Pengamat sepakbola, Anton Sanjoyo, menilai kabar selebritas mengakuisisi klub Liga 2, sebagai fenomena positif yang akan memberikan perubahan lebih baik bagi masa depan sepak bola Indonesia.
“Raffi kan sudah punya popularitas, sudah kaya juga. Manfaatkan popularitas untuk kembangkan klub, cari sponsor,” kata Anton, di Jakarta, Senin.
Kabar Raffi membeli Cilegon United FC diunggah pada akun Instagram Raffi dengan nama @raffinagita1717, Minggu (28/3), yang memamerkan foto pesohor tersebut bersama Presiden Cilegon United Yudi Apriyanto.
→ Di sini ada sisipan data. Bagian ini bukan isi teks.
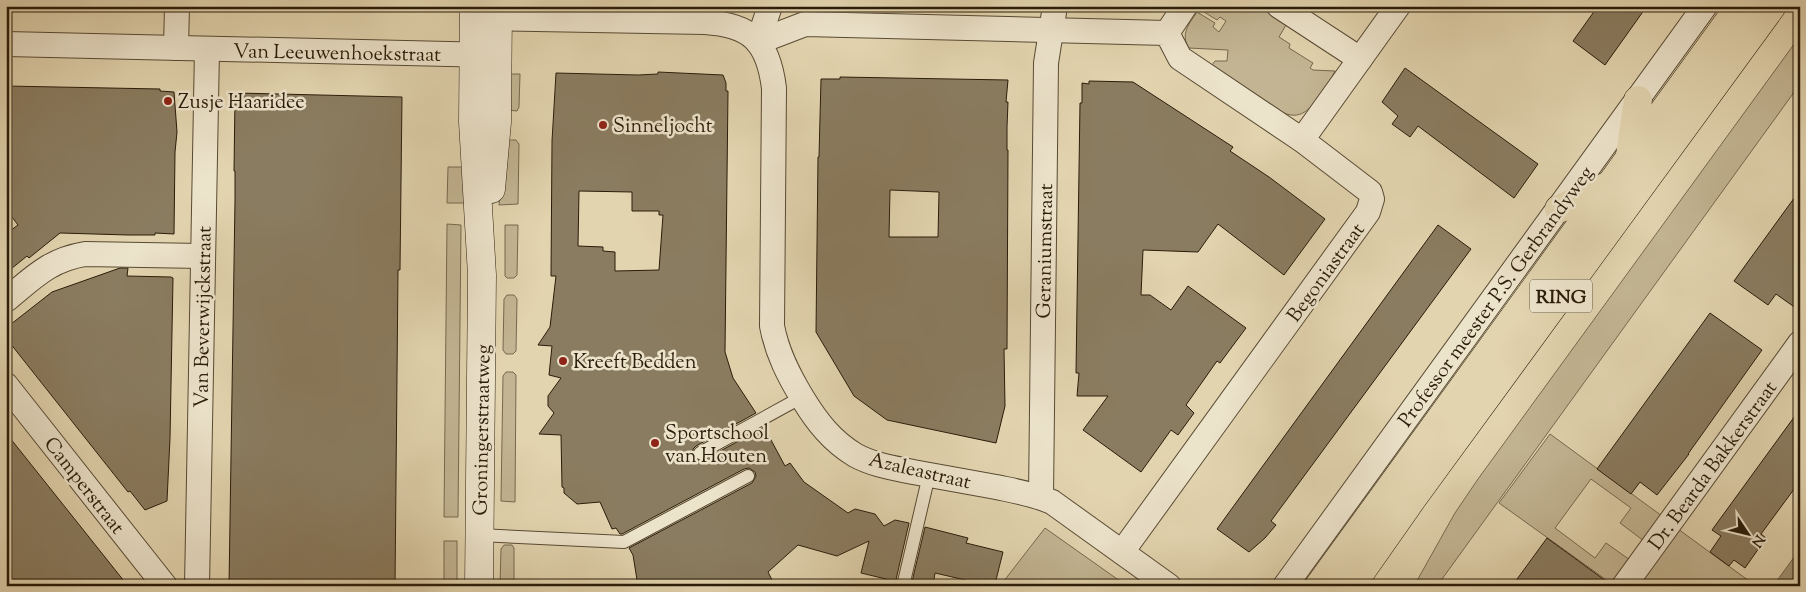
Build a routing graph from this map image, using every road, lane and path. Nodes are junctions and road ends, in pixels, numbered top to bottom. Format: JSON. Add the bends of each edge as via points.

Tidak banyak keterangan yang ditulis Raffi menyertai foto tersebut. Namun disambut sejumlah dukungan dari artis dan pelaku sepak bola nasional di kolom komentar. Anton menduga Raffi memanfaatkan energi luar biasanya untuk membeli klub karena memang benar-benar tertarik mengembangkan sepak bola Indonesia dengan membeli klub Liga 2.
Sebab, diakuinya, sepak bola memang memiliki daya tarik yang luar biasa sehingga banyak juga orang membeli klub sepak bola dengan tujuan berbeda, seperti mencari popularitas, dan sebagainya.
“Sebenarnya kalau soal membeli klub, asal punya uang, bisa saja. Tetapi, yang penting mau enggak mereka mencurahkan perhatian untuk pembinaan pemain usia muda, pengembangan wasit, dan sebagainya?” ujarnya.